Citation: Tawfik M, Obeidat RA, Kamel S, Aljarrah NA, Shehadeh HH, Dalalah A (2026) FedEmoNet: Privacy-preserving federated learning with TCN-Transformer fusion for cross-corpus speech emotion recognition. PLoS One 21(5): e0342953. https://doi.org/10.1371/journal.pone.0342953
Editor: Viacheslav Kovtun, Institute of Theoretical and Applied Informatics Polish Academy of Sciences: Instytut Informatyki Teoretycznej i Stosowanej Polskiej Akademii Nauk, UKRAINE
Received: January 29, 2026; Accepted: April 20, 2026; Published: May 7, 2026
Copyright: © 2026 Tawfik et al. This is an open access article distributed under the terms of the Creative Commons Attribution License, which permits unrestricted use, distribution, and reproduction in any medium, provided the original author and source are credited.
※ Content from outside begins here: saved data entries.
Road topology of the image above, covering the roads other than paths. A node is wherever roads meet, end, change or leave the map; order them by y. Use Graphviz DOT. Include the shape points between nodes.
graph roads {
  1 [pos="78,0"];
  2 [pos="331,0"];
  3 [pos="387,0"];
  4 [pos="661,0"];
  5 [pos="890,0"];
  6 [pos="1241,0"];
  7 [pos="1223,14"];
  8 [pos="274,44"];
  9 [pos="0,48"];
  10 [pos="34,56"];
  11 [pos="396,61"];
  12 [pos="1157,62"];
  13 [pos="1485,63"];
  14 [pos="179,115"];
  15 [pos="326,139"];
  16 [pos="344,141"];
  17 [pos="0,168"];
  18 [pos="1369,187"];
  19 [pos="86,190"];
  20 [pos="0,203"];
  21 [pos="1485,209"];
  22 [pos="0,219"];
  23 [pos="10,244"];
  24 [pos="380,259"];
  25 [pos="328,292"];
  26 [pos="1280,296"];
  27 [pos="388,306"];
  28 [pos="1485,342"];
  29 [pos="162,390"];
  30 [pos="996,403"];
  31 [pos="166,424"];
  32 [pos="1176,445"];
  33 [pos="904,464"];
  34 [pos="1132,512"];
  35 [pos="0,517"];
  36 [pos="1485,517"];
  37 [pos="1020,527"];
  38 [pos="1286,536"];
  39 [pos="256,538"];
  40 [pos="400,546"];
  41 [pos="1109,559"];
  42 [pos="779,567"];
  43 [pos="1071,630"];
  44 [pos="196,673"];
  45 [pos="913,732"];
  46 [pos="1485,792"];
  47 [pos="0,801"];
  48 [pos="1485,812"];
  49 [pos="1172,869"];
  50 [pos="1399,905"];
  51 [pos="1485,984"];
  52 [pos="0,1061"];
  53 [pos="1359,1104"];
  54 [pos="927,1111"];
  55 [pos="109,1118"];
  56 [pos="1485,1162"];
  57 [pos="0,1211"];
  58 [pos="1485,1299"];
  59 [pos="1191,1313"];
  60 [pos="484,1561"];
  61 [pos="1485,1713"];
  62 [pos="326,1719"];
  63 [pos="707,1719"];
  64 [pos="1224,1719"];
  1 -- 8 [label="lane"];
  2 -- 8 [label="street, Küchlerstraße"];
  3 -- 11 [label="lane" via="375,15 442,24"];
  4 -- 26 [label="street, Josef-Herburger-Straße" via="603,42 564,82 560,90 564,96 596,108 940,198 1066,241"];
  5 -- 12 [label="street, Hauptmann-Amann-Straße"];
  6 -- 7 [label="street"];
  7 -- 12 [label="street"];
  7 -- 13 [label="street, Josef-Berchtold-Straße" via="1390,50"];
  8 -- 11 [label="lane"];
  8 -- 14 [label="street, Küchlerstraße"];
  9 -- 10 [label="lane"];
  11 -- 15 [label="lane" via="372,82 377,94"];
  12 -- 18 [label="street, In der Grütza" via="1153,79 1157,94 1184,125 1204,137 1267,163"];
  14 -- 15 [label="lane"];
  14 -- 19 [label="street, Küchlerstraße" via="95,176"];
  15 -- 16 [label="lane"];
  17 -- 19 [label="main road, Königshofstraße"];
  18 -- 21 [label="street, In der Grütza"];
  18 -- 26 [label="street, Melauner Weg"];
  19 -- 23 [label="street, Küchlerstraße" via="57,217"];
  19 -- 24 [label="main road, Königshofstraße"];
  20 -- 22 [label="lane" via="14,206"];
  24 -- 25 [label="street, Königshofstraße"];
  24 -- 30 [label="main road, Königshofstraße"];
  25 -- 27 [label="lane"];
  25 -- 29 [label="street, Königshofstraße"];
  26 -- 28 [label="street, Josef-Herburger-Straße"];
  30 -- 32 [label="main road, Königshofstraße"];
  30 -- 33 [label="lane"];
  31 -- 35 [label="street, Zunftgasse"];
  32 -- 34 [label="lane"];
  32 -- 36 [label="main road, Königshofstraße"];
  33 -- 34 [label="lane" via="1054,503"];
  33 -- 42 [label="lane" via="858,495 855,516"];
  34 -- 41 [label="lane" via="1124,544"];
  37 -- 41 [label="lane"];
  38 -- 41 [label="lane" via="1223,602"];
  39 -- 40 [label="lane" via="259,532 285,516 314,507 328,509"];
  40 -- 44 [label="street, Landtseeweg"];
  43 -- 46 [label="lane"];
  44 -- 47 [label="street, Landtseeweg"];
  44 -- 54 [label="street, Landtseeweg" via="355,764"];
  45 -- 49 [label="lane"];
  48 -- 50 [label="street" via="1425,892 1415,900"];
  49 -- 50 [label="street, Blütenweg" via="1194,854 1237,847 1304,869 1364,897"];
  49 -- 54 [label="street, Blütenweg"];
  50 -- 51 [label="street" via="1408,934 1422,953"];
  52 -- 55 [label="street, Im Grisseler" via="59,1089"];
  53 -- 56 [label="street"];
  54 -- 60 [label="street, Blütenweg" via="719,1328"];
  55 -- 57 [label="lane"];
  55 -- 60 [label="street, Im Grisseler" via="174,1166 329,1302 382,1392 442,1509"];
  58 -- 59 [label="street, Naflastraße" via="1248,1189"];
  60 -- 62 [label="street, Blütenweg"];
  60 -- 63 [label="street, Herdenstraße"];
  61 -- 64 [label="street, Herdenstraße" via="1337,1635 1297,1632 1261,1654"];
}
Data Availability: The datasets generated and/or analysed during this study are available in the following repositories: the EmoDB dataset is available at https://www.kaggle.com/datasets/piyushagni5/berlin-database-of-emotional-speech-emodb; the RAVDESS dataset is available at https://www.kaggle.com/datasets/uwrfkaggler/ravdess-emotional-speech-audio; and the CREMA-D dataset is available at https://www.kaggle.com/datasets/ejlok1/cremad.
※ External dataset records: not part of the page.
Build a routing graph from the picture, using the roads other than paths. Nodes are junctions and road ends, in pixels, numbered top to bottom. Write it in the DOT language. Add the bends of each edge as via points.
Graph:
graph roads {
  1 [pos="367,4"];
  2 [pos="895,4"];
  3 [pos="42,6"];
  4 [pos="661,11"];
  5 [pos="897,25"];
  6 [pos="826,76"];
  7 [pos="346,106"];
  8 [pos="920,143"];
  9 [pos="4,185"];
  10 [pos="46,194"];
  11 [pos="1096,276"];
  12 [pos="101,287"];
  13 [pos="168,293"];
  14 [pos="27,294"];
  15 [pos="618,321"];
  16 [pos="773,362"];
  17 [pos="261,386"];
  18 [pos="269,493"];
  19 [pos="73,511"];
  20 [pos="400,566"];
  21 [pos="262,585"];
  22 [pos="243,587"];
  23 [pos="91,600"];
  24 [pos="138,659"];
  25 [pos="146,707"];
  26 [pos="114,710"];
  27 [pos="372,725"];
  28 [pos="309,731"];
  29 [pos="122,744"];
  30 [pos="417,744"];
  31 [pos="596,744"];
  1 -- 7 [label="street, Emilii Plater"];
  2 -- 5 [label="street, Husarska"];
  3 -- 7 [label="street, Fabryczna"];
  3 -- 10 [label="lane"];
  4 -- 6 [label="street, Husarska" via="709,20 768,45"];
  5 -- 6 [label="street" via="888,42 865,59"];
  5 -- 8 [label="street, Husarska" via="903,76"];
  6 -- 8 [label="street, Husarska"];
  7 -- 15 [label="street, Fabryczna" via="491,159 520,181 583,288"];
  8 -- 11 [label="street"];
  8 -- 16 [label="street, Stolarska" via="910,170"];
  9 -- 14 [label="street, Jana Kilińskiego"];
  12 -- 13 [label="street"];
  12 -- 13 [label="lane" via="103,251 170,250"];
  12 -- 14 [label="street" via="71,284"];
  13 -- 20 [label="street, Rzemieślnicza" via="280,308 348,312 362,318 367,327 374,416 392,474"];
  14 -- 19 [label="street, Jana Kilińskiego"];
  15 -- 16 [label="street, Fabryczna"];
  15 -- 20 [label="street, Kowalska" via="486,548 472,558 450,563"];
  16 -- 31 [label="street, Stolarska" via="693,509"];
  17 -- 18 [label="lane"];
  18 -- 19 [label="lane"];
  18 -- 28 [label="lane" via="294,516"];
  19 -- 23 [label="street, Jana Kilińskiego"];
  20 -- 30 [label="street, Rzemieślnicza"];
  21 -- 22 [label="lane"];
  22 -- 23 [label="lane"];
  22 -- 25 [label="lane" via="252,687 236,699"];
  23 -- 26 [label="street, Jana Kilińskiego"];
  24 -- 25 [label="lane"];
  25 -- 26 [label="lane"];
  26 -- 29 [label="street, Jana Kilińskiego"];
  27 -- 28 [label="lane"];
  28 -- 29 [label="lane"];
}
Funding: The author(s) received no specific funding for this work.
Competing interests: The authors have declared that no competing interests exist.
Introduction
Speech Emotion Recognition (SER) has emerged as a pivotal component in emotionally intelligent human-computer interaction systems. Despite significant advances in deep learning, contemporary SER systems face critical challenges in cross-corpus generalization, where models achieving over 90% accuracy in single-corpus settings experience 20–40% performance degradation on unseen datasets [1]. This limitation stems from domain shifts in recording conditions, speaker characteristics, and cultural expression patterns.
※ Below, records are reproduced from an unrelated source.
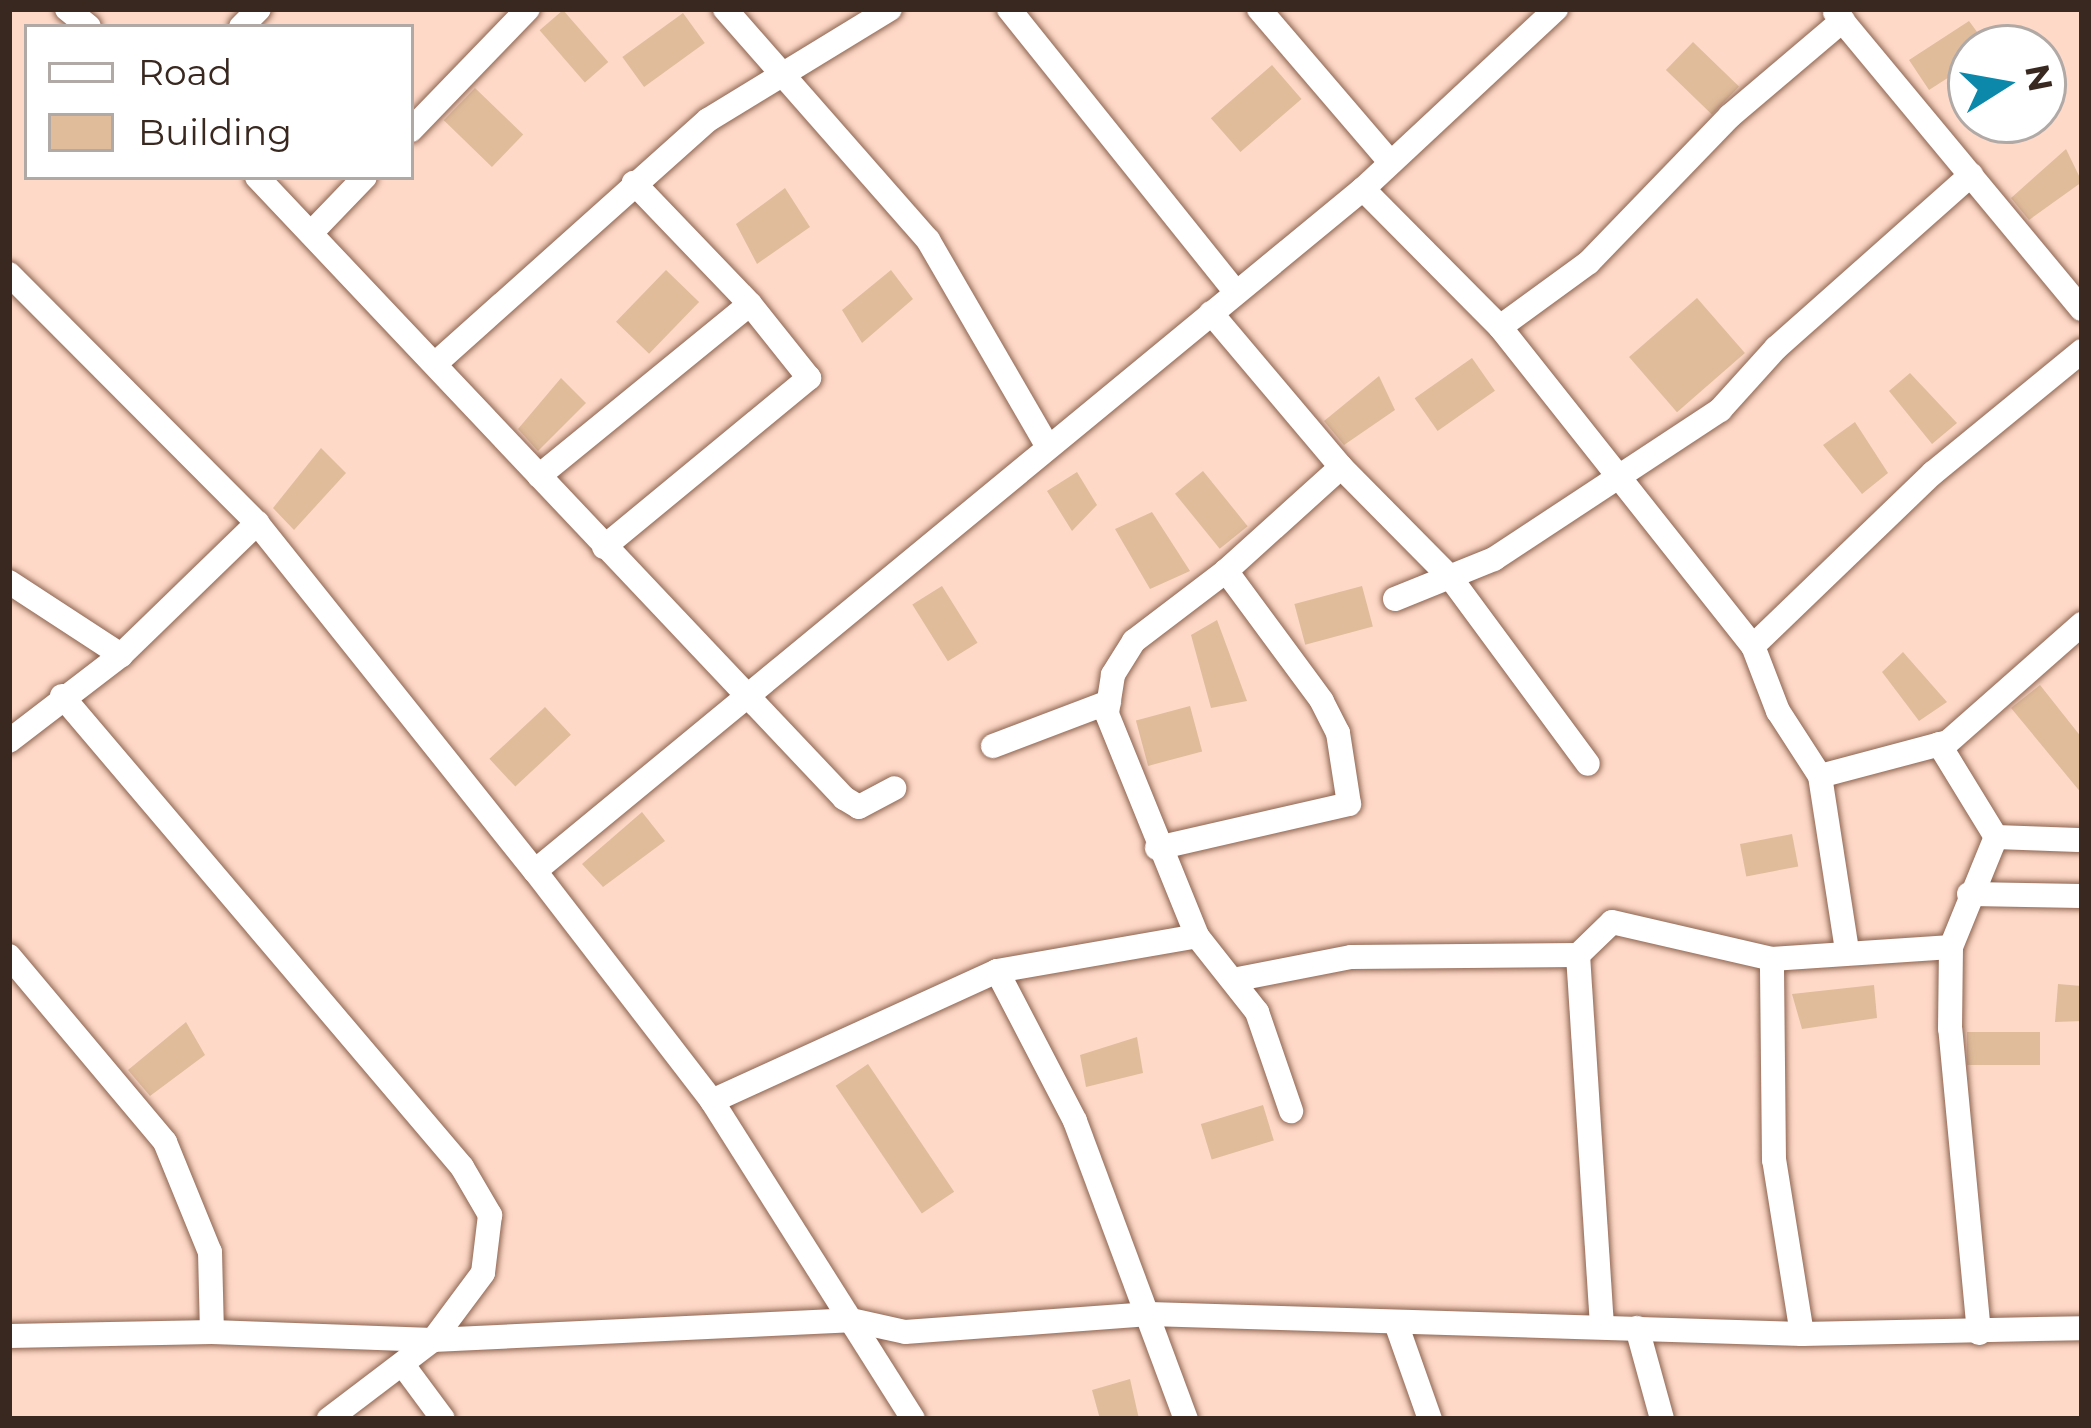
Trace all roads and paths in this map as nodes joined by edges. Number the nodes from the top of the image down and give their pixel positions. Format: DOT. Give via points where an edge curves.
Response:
graph roads {
  1 [pos="528,9"];
  2 [pos="725,9"];
  3 [pos="890,9"];
  4 [pos="1009,9"];
  5 [pos="1259,9"];
  6 [pos="1556,9"];
  7 [pos="1838,14"];
  8 [pos="786,72"];
  9 [pos="414,127"];
  10 [pos="1390,162"];
  11 [pos="1971,175"];
  12 [pos="259,180"];
  13 [pos="362,180"];
  14 [pos="634,183"];
  15 [pos="1363,188"];
  16 [pos="312,232"];
  17 [pos="9,274"];
  18 [pos="1236,292"];
  19 [pos="751,304"];
  20 [pos="2082,309"];
  21 [pos="1211,313"];
  22 [pos="1500,327"];
  23 [pos="2082,351"];
  24 [pos="435,364"];
  25 [pos="1047,445"];
  26 [pos="1342,467"];
  27 [pos="539,476"];
  28 [pos="1617,484"];
  29 [pos="257,523"];
  30 [pos="604,547"];
  31 [pos="1226,571"];
  32 [pos="1450,577"];
  33 [pos="9,582"];
  34 [pos="1395,599"];
  35 [pos="2082,624"];
  36 [pos="1753,646"];
  37 [pos="121,655"];
  38 [pos="62,696"];
  39 [pos="743,697"];
  40 [pos="1109,702"];
  41 [pos="9,741"];
  42 [pos="1939,744"];
  43 [pos="993,746"];
  44 [pos="1588,764"];
  45 [pos="1820,776"];
  46 [pos="894,788"];
  47 [pos="1996,837"];
  48 [pos="2078,840"];
  49 [pos="1157,848"];
  50 [pos="536,871"];
  51 [pos="1969,894"];
  52 [pos="2082,896"];
  53 [pos="1197,936"];
  54 [pos="1952,947"];
  55 [pos="1846,951"];
  56 [pos="1578,955"];
  57 [pos="9,956"];
  58 [pos="1772,959"];
  59 [pos="997,971"];
  60 [pos="1238,979"];
  61 [pos="712,1101"];
  62 [pos="1291,1111"];
  63 [pos="1149,1314"];
  64 [pos="851,1320"];
  65 [pos="1397,1326"];
  66 [pos="1602,1326"];
  67 [pos="1637,1328"];
  68 [pos="2082,1328"];
  69 [pos="212,1332"];
  70 [pos="1979,1333"];
  71 [pos="1802,1334"];
  72 [pos="9,1336"];
  73 [pos="433,1340"];
  74 [pos="403,1365"];
  75 [pos="329,1419"];
  76 [pos="443,1419"];
  77 [pos="914,1419"];
  78 [pos="1186,1419"];
  79 [pos="1430,1419"];
  80 [pos="1662,1419"];
  1 -- 9 [label="street"];
  2 -- 8 [label="street" via="754,48"];
  3 -- 8 [label="street"];
  4 -- 18 [label="street"];
  5 -- 10 [label="street"];
  6 -- 10 [label="street"];
  7 -- 11 [label="street"];
  7 -- 22 [label="street" via="1588,262"];
  8 -- 14 [label="street" via="708,120"];
  8 -- 25 [label="street" via="928,240"];
  10 -- 15 [label="street"];
  11 -- 20 [label="street"];
  11 -- 28 [label="street" via="1776,348 1720,410"];
  12 -- 16 [label="street"];
  13 -- 16 [label="street"];
  14 -- 19 [label="street"];
  14 -- 24 [label="street"];
  15 -- 18 [label="street"];
  15 -- 22 [label="street"];
  16 -- 24 [label="street"];
  17 -- 29 [label="street"];
  18 -- 21 [label="street"];
  19 -- 27 [label="street"];
  19 -- 30 [label="street" via="806,370 808,387"];
  21 -- 25 [label="street"];
  21 -- 26 [label="street"];
  22 -- 28 [label="street"];
  23 -- 36 [label="street" via="1933,473"];
  24 -- 27 [label="street"];
  25 -- 39 [label="street"];
  26 -- 31 [label="street"];
  26 -- 32 [label="street"];
  27 -- 30 [label="street"];
  28 -- 32 [label="street"];
  28 -- 36 [label="street"];
  29 -- 37 [label="street"];
  29 -- 50 [label="street"];
  30 -- 39 [label="street"];
  31 -- 40 [label="street" via="1134,641 1113,675"];
  31 -- 49 [label="street" via="1322,701 1338,733 1348,804"];
  32 -- 34 [label="street"];
  32 -- 44 [label="street"];
  33 -- 37 [label="street"];
  35 -- 42 [label="street"];
  36 -- 45 [label="street" via="1778,710"];
  37 -- 38 [label="street"];
  38 -- 41 [label="street"];
  38 -- 73 [label="street" via="481,1199 490,1215 483,1273"];
  39 -- 46 [label="street" via="844,798 859,807"];
  39 -- 50 [label="street"];
  40 -- 43 [label="street"];
  40 -- 49 [label="street"];
  42 -- 45 [label="street"];
  42 -- 47 [label="street"];
  45 -- 55 [label="street"];
  47 -- 48 [label="street"];
  47 -- 51 [label="street"];
  49 -- 53 [label="street"];
  50 -- 61 [label="street"];
  51 -- 52 [label="street"];
  51 -- 54 [label="street"];
  53 -- 59 [label="street"];
  53 -- 60 [label="street"];
  54 -- 55 [label="street"];
  54 -- 70 [label="street" via="1950,1029"];
  55 -- 58 [label="street"];
  56 -- 58 [label="street" via="1612,922"];
  56 -- 60 [label="street" via="1352,957"];
  56 -- 66 [label="street"];
  57 -- 69 [label="street" via="165,1142 210,1252"];
  58 -- 71 [label="street" via="1774,1160"];
  59 -- 61 [label="street"];
  59 -- 63 [label="street" via="1075,1121"];
  60 -- 62 [label="street"];
  61 -- 64 [label="street"];
  63 -- 64 [label="street" via="905,1331"];
  63 -- 65 [label="street"];
  63 -- 78 [label="street"];
  64 -- 73 [label="street"];
  64 -- 77 [label="street"];
  65 -- 66 [label="street"];
  65 -- 79 [label="street"];
  66 -- 67 [label="street"];
  67 -- 71 [label="street"];
  67 -- 80 [label="street"];
  68 -- 70 [label="street"];
  69 -- 72 [label="street"];
  69 -- 73 [label="street"];
  70 -- 71 [label="street"];
  73 -- 74 [label="street"];
  74 -- 75 [label="street"];
  74 -- 76 [label="street"];
}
Recent research demonstrates that multi-scale temporal fusion with hybrid architectures presents promising solutions. Li et al. [2] introduced the Multi-Scale Transformer achieving +1.70% weighted accuracy improvement on IEMOCAP through fractal self-attention mechanisms. Hybrid TCN-Transformer architectures combine local temporal pattern recognition of Temporal Convolutional Networks with the global contextual understanding of Transformers [3].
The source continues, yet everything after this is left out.